La jurisprudencia de la Corte Interamericana, nos recuerda el CELE, ayuda a entender que el discurso “sobre” y “de” los políticos es de interés público porque busca proteger a quienes efectúan críticas a los poderosos, liberándolos de amenazas con acciones por daños, pero además se soporta en la idea de que la crítica pública da la capacidad de conocer e informarse sobre las ideas de las personas en cargos públicos o con aspiraciones políticas, y son esas personas las que responden por su actuar.
¿Cuál es el problema? ¿El problema es que en las redes sociales aparezca lo que piensa el presidente candidato o que en un país como EE. UU. un mentiroso autoritario sea el presidente y tenga el apoyo de la mitad de los votantes? Todas las elecciones desde que las redes sociales son protagonistas han enfrentado esa pregunta y no se ha podido demostrar que las mentiras que circulan en estas redes tengan el poder de cambiar masivamente el voto. Lo que sabemos es que son un potente instrumento de comunicación para las campañas —que las usan para bien y para mal— y que existe gran preocupación e investigación sobre los efectos de la desinformación para la democracia en forma más estructural —sobre cómo afectan el ecosistema de información—. Aun así, no puedo evitar pensar que en lugar de analizar la crisis política mundial estamos discutiendo cómo hacemos para que no se note.

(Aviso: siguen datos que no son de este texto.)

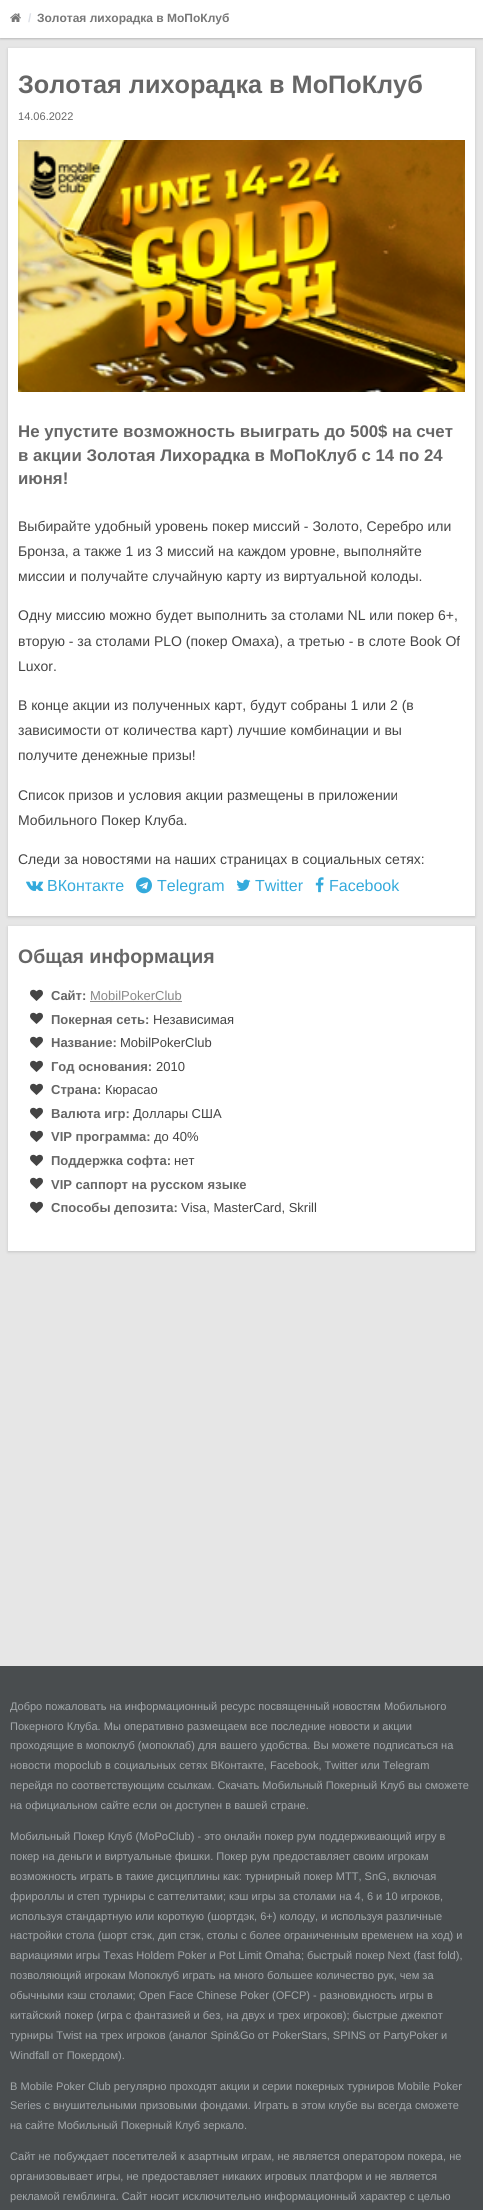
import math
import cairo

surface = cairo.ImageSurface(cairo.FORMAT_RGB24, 483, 2210)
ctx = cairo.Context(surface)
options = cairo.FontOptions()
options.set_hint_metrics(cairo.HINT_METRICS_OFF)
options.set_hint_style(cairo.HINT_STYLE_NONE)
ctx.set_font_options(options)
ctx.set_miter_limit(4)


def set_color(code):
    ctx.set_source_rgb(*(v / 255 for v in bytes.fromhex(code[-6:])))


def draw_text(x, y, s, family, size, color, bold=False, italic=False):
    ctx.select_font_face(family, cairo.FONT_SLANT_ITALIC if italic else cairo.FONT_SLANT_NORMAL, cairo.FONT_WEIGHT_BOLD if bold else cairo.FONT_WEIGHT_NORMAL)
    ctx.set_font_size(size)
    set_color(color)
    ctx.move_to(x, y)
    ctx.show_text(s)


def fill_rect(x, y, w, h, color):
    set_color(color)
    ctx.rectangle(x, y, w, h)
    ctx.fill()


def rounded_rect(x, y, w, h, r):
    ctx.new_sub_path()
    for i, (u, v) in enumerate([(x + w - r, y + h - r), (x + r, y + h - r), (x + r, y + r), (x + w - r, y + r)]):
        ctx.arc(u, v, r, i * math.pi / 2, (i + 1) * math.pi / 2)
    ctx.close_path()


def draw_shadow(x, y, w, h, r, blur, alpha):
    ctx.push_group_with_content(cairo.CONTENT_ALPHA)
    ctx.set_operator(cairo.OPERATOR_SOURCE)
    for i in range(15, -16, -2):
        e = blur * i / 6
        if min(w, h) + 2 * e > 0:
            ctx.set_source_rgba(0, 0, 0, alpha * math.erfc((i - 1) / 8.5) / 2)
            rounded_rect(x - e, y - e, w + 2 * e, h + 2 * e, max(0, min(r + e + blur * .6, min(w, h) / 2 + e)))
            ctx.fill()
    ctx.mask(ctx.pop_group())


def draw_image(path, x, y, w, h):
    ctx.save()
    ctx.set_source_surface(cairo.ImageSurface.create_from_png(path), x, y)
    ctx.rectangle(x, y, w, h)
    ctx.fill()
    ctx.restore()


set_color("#e6e6e6")
ctx.paint()
set_color("#000000")
draw_shadow(0, 1, 483, 38, 0, 1, 0.2)
fill_rect(0, 0, 483, 38, "#ffffff")
draw_image("assets/img1.png", 10, 13, 11, 9)
draw_text(28, 22, "/", "Liberation Sans", 12, "#dde0e7", bold=True)
draw_text(37, 22, "Золотая лихорадка в МоПоКлуб", "Liberation Sans", 12, "#777777", bold=True)
set_color("#000102")
draw_shadow(8, 49, 467, 868, 0, 1.5, 0.15)
fill_rect(8, 48, 467, 868, "#ffffff")
draw_text(18, 93, "Золотая лихорадка в МоПоКлуб", "Liberation Sans", 25.25, "#666666", bold=True)
draw_text(18, 120, "14.06.2022", "Liberation Sans", 11.05, "#666666")
draw_image("assets/img2.png", 18, 140, 447, 252)
draw_text(18, 437, "Не упустите возможность выиграть до 500$ на счет", "Liberation Sans", 16.8, "#666666", bold=True)
draw_text(18, 461, "в акции Золотая Лихорадка в МоПоКлуб с 14 по 24", "Liberation Sans", 16.8, "#666666", bold=True)
draw_text(18, 484, "июня!", "Liberation Sans", 16.8, "#666666", bold=True)
draw_text(18, 531, "Выбирайте удобный уровень покер миссий - Золото, Серебро или", "Liberation Sans", 14, "#444444")
draw_text(18, 556, "Бронза, а также 1 из 3 миссий на каждом уровне, выполняйте", "Liberation Sans", 14, "#444444")
draw_text(18, 581, "миссии и получайте случайную карту из виртуальной колоды.", "Liberation Sans", 14, "#444444")
draw_text(18, 620, "Одну миссию можно будет выполнить за столами NL или покер 6+,", "Liberation Sans", 14, "#444444")
draw_text(18, 646, "вторую - за столами PLO (покер Омаха), а третью - в слоте Book Of", "Liberation Sans", 14, "#444444")
draw_text(18, 671, "Luxor.", "Liberation Sans", 14, "#444444")
draw_text(18, 710, "В конце акции из полученных карт, будут собраны 1 или 2 (в", "Liberation Sans", 14, "#444444")
draw_text(18, 735, "зависимости от количества карт) лучшие комбинации и вы", "Liberation Sans", 14, "#444444")
draw_text(18, 760, "получите денежные призы!", "Liberation Sans", 14, "#444444")
draw_text(18, 800, "Список призов и условия акции размещены в приложении", "Liberation Sans", 14, "#444444")
draw_text(18, 825, "Мобильного Покер Клуба.", "Liberation Sans", 14, "#444444")
draw_text(18, 864, "Следи за новостями на наших страницах в социальных сетях:", "Liberation Sans", 14, "#444444")
draw_image("assets/img3.png", 26, 881, 18, 10)
draw_text(47, 891, "ВКонтакте", "Liberation Sans", 16, "#34aadc")
draw_image("assets/img4.png", 136, 877, 16, 17)
draw_text(157, 891, "Telegram", "Liberation Sans", 16, "#34aadc")
draw_image("assets/img5.png", 236, 879, 15, 12)
draw_text(255, 891, "Twitter", "Liberation Sans", 16, "#34aadc")
draw_image("assets/img6.png", 315, 877, 9, 16)
draw_text(329, 891, "Facebook", "Liberation Sans", 16, "#34aadc")
set_color("#000102")
draw_shadow(8, 927, 467, 325, 0, 1.5, 0.15)
fill_rect(8, 926, 467, 325, "#ffffff")
draw_text(18, 963, "Общая информация", "Liberation Sans", 19.5, "#666666", bold=True)
draw_image("assets/img7.png", 30, 989, 13, 12)
draw_text(51, 1000, "Сайт:", "Liberation Sans", 13, "#666666", bold=True)
draw_text(90, 1000, "MobilPokerClub", "Liberation Sans", 13, "#888888")
fill_rect(90, 1001, 92, 1, "#888888")
draw_image("assets/img7.png", 30, 1012, 13, 12)
draw_text(51, 1024, "Покерная сеть:", "Liberation Sans", 13, "#666666", bold=True)
draw_text(153, 1024, "Независимая", "Liberation Sans", 13, "#444444")
draw_image("assets/img7.png", 30, 1036, 13, 12)
draw_text(51, 1047, "Название:", "Liberation Sans", 13, "#666666", bold=True)
draw_text(120, 1047, "MobilPokerClub", "Liberation Sans", 13, "#444444")
draw_image("assets/img7.png", 30, 1060, 13, 12)
draw_text(51, 1071, "Год основания:", "Liberation Sans", 13, "#666666", bold=True)
draw_text(156, 1071, "2010", "Liberation Sans", 13, "#444444")
draw_image("assets/img7.png", 30, 1083, 13, 12)
draw_text(51, 1094, "Страна:", "Liberation Sans", 13, "#666666", bold=True)
draw_text(105, 1094, "Кюрасао", "Liberation Sans", 13, "#444444")
draw_image("assets/img7.png", 30, 1107, 13, 12)
draw_text(51, 1118, "Валюта игр:", "Liberation Sans", 13, "#666666", bold=True)
draw_text(133, 1118, "Доллары США", "Liberation Sans", 13, "#444444")
draw_image("assets/img7.png", 30, 1130, 13, 12)
draw_text(51, 1141, "VIP программа:", "Liberation Sans", 13, "#666666", bold=True)
draw_text(154, 1141, "до 40%", "Liberation Sans", 13, "#444444")
draw_image("assets/img7.png", 30, 1154, 13, 12)
draw_text(51, 1165, "Поддержка софта:", "Liberation Sans", 13, "#666666", bold=True)
draw_text(174, 1165, "нет", "Liberation Sans", 13, "#444444")
draw_image("assets/img7.png", 30, 1177, 13, 12)
draw_text(51, 1189, "VIP саппорт на русском языке", "Liberation Sans", 13, "#666666", bold=True)
draw_image("assets/img7.png", 30, 1201, 13, 12)
draw_text(51, 1212, "Способы депозита:", "Liberation Sans", 13, "#666666", bold=True)
draw_text(181, 1212, "Visa, MasterCard, Skrill", "Liberation Sans", 13, "#444444")
fill_rect(0, 1666, 483, 544, "#494d4f")
draw_text(10, 1710, "Добро пожаловать на информационный ресурс посвященный новостям Мобильного", "Liberation Sans", 11.05, "#a3a8ab")
draw_text(10, 1730, "Покерного Клуба. Мы оперативно размещаем все последние новости и акции", "Liberation Sans", 11.05, "#a3a8ab")
draw_text(10, 1749, "проходящие в мопоклуб (мопоклаб) для вашего удобства. Вы можете подписаться на", "Liberation Sans", 11.05, "#a3a8ab")
draw_text(10, 1769, "новости mopoclub в социальных сетях ВКонтакте, Facebook, Twitter или Telegram", "Liberation Sans", 11.05, "#a3a8ab")
draw_text(10, 1789, "перейдя по соответствующим ссылкам. Скачать Мобильный Покерный Клуб вы сможете", "Liberation Sans", 11.05, "#a3a8ab")
draw_text(10, 1809, "на официальном сайте если он доступен в вашей стране.", "Liberation Sans", 11.05, "#a3a8ab")
draw_text(10, 1840, "Мобильный Покер Клуб (MoPoClub) - это онлайн покер рум поддерживающий игру в", "Liberation Sans", 11.05, "#a3a8ab")
draw_text(10, 1860, "покер на деньги и виртуальные фишки. Покер рум предоставляет своим игрокам", "Liberation Sans", 11.05, "#a3a8ab")
draw_text(10, 1880, "возможность играть в такие дисциплины как: турнирный покер MTT, SnG, включая", "Liberation Sans", 11.05, "#a3a8ab")
draw_text(10, 1900, "фрироллы и степ турниры с саттелитами; кэш игры за столами на 4, 6 и 10 игроков,", "Liberation Sans", 11.05, "#a3a8ab")
draw_text(10, 1920, "используя стандартную или короткую (шортдэк, 6+) колоду, и используя различные", "Liberation Sans", 11.05, "#a3a8ab")
draw_text(10, 1939, "настройки стола (шорт стэк, дип стэк, столы с более ограниченным временем на ход) и", "Liberation Sans", 11.05, "#a3a8ab")
draw_text(10, 1959, "вариациями игры Texas Holdem Poker и Pot Limit Omaha; быстрый покер Next (fast fold),", "Liberation Sans", 11.05, "#a3a8ab")
draw_text(10, 1979, "позволяющий игрокам Мопоклуб играть на много большее количество рук, чем за", "Liberation Sans", 11.05, "#a3a8ab")
draw_text(10, 1999, "обычными кэш столами; Open Face Chinese Poker (OFCP) - разновидность игры в", "Liberation Sans", 11.05, "#a3a8ab")
draw_text(10, 2019, "китайский покер (игра с фантазией и без, на двух и трех игроков); быстрые джекпот", "Liberation Sans", 11.05, "#a3a8ab")
draw_text(10, 2039, "турниры Twist на трех игроков (аналог Spin&Go от PokerStars, SPINS от PartyPoker и", "Liberation Sans", 11.05, "#a3a8ab")
draw_text(10, 2059, "Windfall от Покердом).", "Liberation Sans", 11.05, "#a3a8ab")
draw_text(10, 2090, "В Mobile Poker Club регулярно проходят акции и серии покерных турниров Mobile Poker", "Liberation Sans", 11.05, "#a3a8ab")
draw_text(10, 2109, "Series с внушительными призовыми фондами. Играть в этом клубе вы всегда сможете", "Liberation Sans", 11.05, "#a3a8ab")
draw_text(10, 2129, "на сайте Мобильный Покерный Клуб зеркало.", "Liberation Sans", 11.05, "#a3a8ab")
draw_text(10, 2160, "Сайт не побуждает посетителей к азартным играм, не является оператором покера, не", "Liberation Sans", 11.05, "#a3a8ab")
draw_text(10, 2180, "организовывает игры, не предоставляет никаких игровых платформ и не является", "Liberation Sans", 11.05, "#a3a8ab")
draw_text(10, 2200, "рекламой гемблинга. Сайт носит исключительно информационный характер с целью", "Liberation Sans", 11.05, "#a3a8ab")
surface.write_to_png("output.png")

Por eso, aunque haya quienes reclamen que las redes sociales no fueron noticia el 3 de noviembre porque la presión fue efectiva en la contención de la desinformación, es una afirmación que es difícil de probar. Hubo tantos cambios en las regulaciones que no es posible contrastar y tener indicadores; de hecho, esto es cierto para la moderación de contenidos en general, donde la falta de transparencia y criterios uniformes no permite evaluar. En cambio, es posible que de seguir esa ruta perdamos la facultad de desmentir los mensajes de las campañas políticas, no podremos criticarlas públicamente porque para eso necesitaríamos conocer los mensajes y los que no sean políticamente correctos tenderán a desaparecer. Pensemos: ¿si no fuera Trump, estaríamos de acuerdo en evitar que un candidato ventile dudas sobre fraude electoral?
Les dejo unas preguntas para hacernos tras las elecciones en EE. UU.: ¿es el temor el que debe guiar el desplazamiento de las líneas rojas que protegen los discursos políticos, nuestro derecho a informarnos y a conocer durante las elecciones a quienes quieren dirigirnos? ¿O son las reglas del proceso electoral las que deben garantizar que esto suceda favoreciendo más información, no menos? ¿Cómo queremos que sean en el futuro las redes sociales como espacio de debate político? Estamos en un estadio muy temprano para conocer el impacto real de las redes, está claro que no sabemos qué hacer y la cancha está cambiando, pero mientras lo pensamos vale la pena mantener un ojo en el tema de libertad de expresión y pensar en cómo podemos protegerla.